» REQUIRED WORK
Restate word for word every line from the top of the data below down through the line that holds "thumb tip: (945, 1008)".

» DATA FOR THE TASK
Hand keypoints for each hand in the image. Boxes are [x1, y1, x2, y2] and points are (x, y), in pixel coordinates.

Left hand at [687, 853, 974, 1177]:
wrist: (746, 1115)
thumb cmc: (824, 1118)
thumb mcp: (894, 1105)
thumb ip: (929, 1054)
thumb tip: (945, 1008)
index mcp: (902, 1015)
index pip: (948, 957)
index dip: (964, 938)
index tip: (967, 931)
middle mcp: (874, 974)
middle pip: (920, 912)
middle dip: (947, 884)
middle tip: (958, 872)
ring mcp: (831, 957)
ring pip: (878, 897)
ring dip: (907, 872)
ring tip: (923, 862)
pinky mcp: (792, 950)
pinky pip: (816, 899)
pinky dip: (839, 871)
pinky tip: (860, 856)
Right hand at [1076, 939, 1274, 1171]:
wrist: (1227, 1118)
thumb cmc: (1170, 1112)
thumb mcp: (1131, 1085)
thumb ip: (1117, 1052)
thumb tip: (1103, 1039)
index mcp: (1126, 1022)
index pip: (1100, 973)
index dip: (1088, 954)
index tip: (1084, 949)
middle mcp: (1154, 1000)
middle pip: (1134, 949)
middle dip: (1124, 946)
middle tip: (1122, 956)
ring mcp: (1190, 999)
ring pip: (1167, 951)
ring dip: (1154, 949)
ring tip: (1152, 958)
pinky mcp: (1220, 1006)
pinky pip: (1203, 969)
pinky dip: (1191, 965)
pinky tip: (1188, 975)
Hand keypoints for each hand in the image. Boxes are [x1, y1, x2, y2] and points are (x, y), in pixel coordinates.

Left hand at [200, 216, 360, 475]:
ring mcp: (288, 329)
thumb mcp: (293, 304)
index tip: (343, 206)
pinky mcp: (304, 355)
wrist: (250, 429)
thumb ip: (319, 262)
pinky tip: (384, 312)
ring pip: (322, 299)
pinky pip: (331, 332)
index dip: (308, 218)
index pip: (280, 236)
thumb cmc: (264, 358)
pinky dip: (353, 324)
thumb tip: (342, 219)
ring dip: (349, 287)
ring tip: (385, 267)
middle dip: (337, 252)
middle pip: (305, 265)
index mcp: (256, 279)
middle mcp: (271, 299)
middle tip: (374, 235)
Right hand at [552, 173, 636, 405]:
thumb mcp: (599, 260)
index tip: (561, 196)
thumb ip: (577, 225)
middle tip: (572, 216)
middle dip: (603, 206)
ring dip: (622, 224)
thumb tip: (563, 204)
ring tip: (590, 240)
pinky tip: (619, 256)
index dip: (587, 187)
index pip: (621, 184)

» SOLVED PROBLEM
Hand keypoints for each hand in the image. Boxes are [x1, y1, x2, y2] and points are (x, y), in pixel coordinates.

Left hand at [687, 853, 974, 1177]:
wrist: (746, 1115)
thumb cmc: (824, 1118)
thumb mcp: (894, 1105)
thumb ip: (929, 1054)
thumb tip: (945, 1008)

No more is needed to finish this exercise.